In a cooperative route guidance system, the problem becomes one of assigning routes
to vehicles departing at given times from a set of origins to a set of
destinations so as to minimize the average trip time experienced. Since the time
to traverse a link will depend upon
traffic volume encountered on that link, the link times are dynamic. The complex
interaction resulting between objective function and constraints makes the
dynamic problem significantly more difficult to formulate and solve than the
static version.
 
\section{Introduction}
The problem of cooperative route guidance in the context of Intelligent Transportation Systems
is the problem of assigning vehicular traffic to paths or routes from given origins to
given destinations in such a way that average trip time is minimized.
\par
We will formulate a macroscopic model that implicitly views the assignment
problem as decomposed into two stages. First is the selection of time dependent link volumes,
and second is the assignment of routes that optimally utilize those volumes. Since link
volumes and speeds are related in a one to one fashion through link impedance functions,
the first choice is equivalent to selecting a time dependent number of time periods corresponding
to desired link travel times. This choice is modeled by integer valued variables.
The resulting assignment problem then becomes a multicommodity network flow problem
which we formulate as an ordinary linear program.
 
\section{Model Definition}
We discretize the finite interval of time to be studied and model traffic as a continuous-valued
multicommodity flow in a time-expanded version of the spatial network.
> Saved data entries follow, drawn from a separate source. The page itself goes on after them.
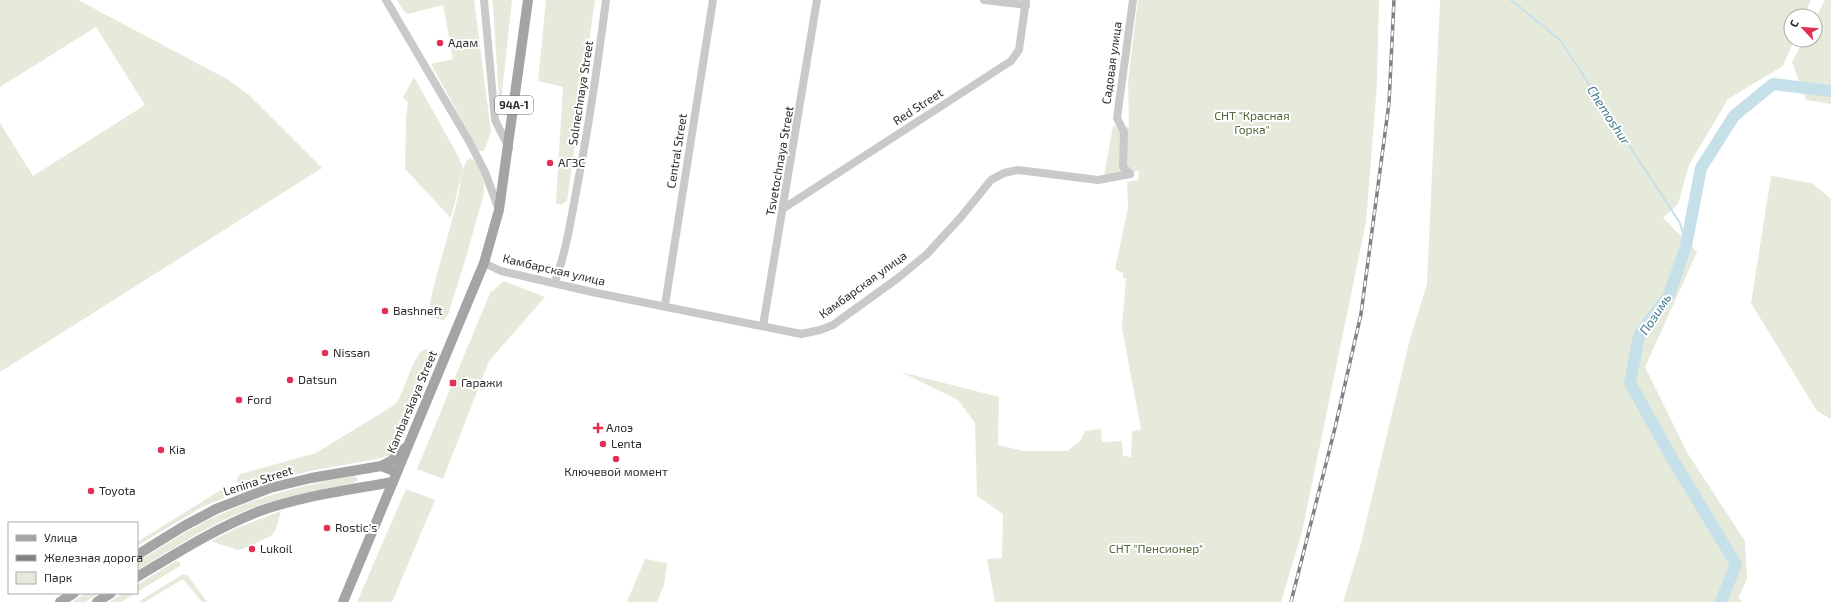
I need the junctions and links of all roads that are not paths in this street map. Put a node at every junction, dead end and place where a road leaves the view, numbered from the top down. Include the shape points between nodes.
1 (386, 0) edge
2 (484, 0) edge
3 (528, 0) edge
4 (606, 0) edge
5 (713, 0) edge
6 (818, 0) edge
7 (984, 0) edge
8 (1133, 0) edge
9 (1026, 3) edge
10 (509, 148) junction
11 (1130, 174) joint
12 (784, 208) junction
13 (499, 210) junction
14 (484, 263) junction
15 (555, 282) junction
16 (664, 305) junction
17 (763, 326) junction
18 (408, 444) junction
19 (381, 466) junction
20 (395, 477) junction
21 (138, 554) edge
22 (138, 576) edge
23 (72, 594) edge
24 (110, 594) edge
25 (60, 602) edge
26 (97, 602) edge
27 (343, 602) edge

1 - 13 street via 469,141 485,172
2 - 10 street via 495,120
3 - 10 main road, 94А-1
4 - 15 street, Solnechnaya Street via 589,127
5 - 16 street, Central Street
6 - 12 street, Tsvetochnaya Street
7 - 9 street
8 - 11 street, Садовая улица via 1117,118 1124,132 1123,167
9 - 12 street, Red Street via 1019,50 1011,61
10 - 13 main road, 94А-1
11 - 17 street, Камбарская улица via 1098,180 1018,170 1004,173 991,180 927,254 833,325 801,334
12 - 17 street, Tsvetochnaya Street
13 - 14 main road, Kambarskaya Street
14 - 15 street, Камбарская улица via 501,271
14 - 18 main road, Kambarskaya Street
15 - 16 street, Камбарская улица via 592,292
16 - 17 street, Камбарская улица
18 - 19 main road via 391,461
18 - 20 main road, Kambarskaya Street
19 - 20 main road
19 - 21 main road, Lenina Street via 291,482 246,496 203,516
20 - 22 main road via 260,511 206,536
20 - 27 main road, Kambarskaya Street
23 - 25 main road
24 - 26 main road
Traffic congestion is
modeled by simple capacity constraints on the links.
\par
We model the flows that would occur under cooperative behavior, i.e., dynamic system
optimality, by attaching total network travel time (or equivalently average trip time) as an
objective function to be minimized. Vehicle movements are assumed to be static within links
 but dynamic across links. The fundamental assumption
is that travel time along a link is that which would be experienced were the current link
loading in steady state conditions.
 
\subsection{Network definition}
Let G = (N, A) be the traffic network with node set N and link set A. We model the
problem with h periods, each of duration $\Delta$t, as a time-expanded version of G,
G(h) = (N, A).
\par
\noindent
Corresponding to each node x of N, N has h+1 nodes $x(\tau), \tau = 0 \ldots h$.
\par
\noindent
Corresponding to arc (x,y) of A, A has arcs $(x(\tau), y(\tau+s))$, $\tau = 0 \ldots h-1$,
$s = 1 \ldots h$.
\par
\noindent
N is assumed to contain no self loops.
\par
We represent vehicle flows by nonnegative continuous-valued flow variables
$f_{d} (x(\tau), y(\tau + s))$,
representing the flow volume of traffic with final destination $d \epsilon N$ which enters link (x,y)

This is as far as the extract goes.